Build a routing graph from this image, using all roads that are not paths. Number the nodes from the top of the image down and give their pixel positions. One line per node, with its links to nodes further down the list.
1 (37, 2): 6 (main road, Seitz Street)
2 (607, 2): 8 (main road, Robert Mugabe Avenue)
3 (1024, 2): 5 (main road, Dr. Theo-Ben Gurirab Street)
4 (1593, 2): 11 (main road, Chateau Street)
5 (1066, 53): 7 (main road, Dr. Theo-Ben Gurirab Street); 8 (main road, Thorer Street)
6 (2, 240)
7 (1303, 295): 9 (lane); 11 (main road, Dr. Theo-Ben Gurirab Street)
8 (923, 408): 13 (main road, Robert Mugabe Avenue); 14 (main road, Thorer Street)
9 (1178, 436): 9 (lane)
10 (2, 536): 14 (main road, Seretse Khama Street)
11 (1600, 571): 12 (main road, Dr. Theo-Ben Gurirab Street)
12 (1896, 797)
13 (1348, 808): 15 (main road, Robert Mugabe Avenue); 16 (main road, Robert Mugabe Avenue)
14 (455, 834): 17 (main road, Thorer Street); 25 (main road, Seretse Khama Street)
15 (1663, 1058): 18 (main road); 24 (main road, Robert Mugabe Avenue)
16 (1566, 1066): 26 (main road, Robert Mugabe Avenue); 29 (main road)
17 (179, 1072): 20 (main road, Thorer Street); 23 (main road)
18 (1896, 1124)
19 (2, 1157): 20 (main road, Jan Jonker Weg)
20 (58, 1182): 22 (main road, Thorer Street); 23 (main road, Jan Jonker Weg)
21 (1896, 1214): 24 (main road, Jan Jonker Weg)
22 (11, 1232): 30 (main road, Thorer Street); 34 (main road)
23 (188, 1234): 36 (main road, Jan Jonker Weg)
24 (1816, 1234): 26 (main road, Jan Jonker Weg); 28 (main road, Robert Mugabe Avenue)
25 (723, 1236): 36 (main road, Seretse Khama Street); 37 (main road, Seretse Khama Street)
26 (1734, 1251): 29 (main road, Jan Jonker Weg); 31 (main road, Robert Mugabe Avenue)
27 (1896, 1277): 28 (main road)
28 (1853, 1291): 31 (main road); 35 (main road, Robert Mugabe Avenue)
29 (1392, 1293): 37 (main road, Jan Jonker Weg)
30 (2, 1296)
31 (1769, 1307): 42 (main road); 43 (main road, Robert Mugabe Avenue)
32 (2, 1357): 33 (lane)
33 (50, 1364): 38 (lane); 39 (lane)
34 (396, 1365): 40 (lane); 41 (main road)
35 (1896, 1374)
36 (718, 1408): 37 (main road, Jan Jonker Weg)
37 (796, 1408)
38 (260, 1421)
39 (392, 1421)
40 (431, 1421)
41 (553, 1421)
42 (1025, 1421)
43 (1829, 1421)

****************************************

*TASK TO COMPLETE*: Give back all the records above exactly. Keep every word.

*ANSWER BOX*:
Build a routing graph from this image, using all roads that are not paths. Number the nodes from the top of the image down and give their pixel positions. One line per node, with its links to nodes further down the list.
1 (37, 2): 6 (main road, Seitz Street)
2 (607, 2): 8 (main road, Robert Mugabe Avenue)
3 (1024, 2): 5 (main road, Dr. Theo-Ben Gurirab Street)
4 (1593, 2): 11 (main road, Chateau Street)
5 (1066, 53): 7 (main road, Dr. Theo-Ben Gurirab Street); 8 (main road, Thorer Street)
6 (2, 240)
7 (1303, 295): 9 (lane); 11 (main road, Dr. Theo-Ben Gurirab Street)
8 (923, 408): 13 (main road, Robert Mugabe Avenue); 14 (main road, Thorer Street)
9 (1178, 436): 9 (lane)
10 (2, 536): 14 (main road, Seretse Khama Street)
11 (1600, 571): 12 (main road, Dr. Theo-Ben Gurirab Street)
12 (1896, 797)
13 (1348, 808): 15 (main road, Robert Mugabe Avenue); 16 (main road, Robert Mugabe Avenue)
14 (455, 834): 17 (main road, Thorer Street); 25 (main road, Seretse Khama Street)
15 (1663, 1058): 18 (main road); 24 (main road, Robert Mugabe Avenue)
16 (1566, 1066): 26 (main road, Robert Mugabe Avenue); 29 (main road)
17 (179, 1072): 20 (main road, Thorer Street); 23 (main road)
18 (1896, 1124)
19 (2, 1157): 20 (main road, Jan Jonker Weg)
20 (58, 1182): 22 (main road, Thorer Street); 23 (main road, Jan Jonker Weg)
21 (1896, 1214): 24 (main road, Jan Jonker Weg)
22 (11, 1232): 30 (main road, Thorer Street); 34 (main road)
23 (188, 1234): 36 (main road, Jan Jonker Weg)
24 (1816, 1234): 26 (main road, Jan Jonker Weg); 28 (main road, Robert Mugabe Avenue)
25 (723, 1236): 36 (main road, Seretse Khama Street); 37 (main road, Seretse Khama Street)
26 (1734, 1251): 29 (main road, Jan Jonker Weg); 31 (main road, Robert Mugabe Avenue)
27 (1896, 1277): 28 (main road)
28 (1853, 1291): 31 (main road); 35 (main road, Robert Mugabe Avenue)
29 (1392, 1293): 37 (main road, Jan Jonker Weg)
30 (2, 1296)
31 (1769, 1307): 42 (main road); 43 (main road, Robert Mugabe Avenue)
32 (2, 1357): 33 (lane)
33 (50, 1364): 38 (lane); 39 (lane)
34 (396, 1365): 40 (lane); 41 (main road)
35 (1896, 1374)
36 (718, 1408): 37 (main road, Jan Jonker Weg)
37 (796, 1408)
38 (260, 1421)
39 (392, 1421)
40 (431, 1421)
41 (553, 1421)
42 (1025, 1421)
43 (1829, 1421)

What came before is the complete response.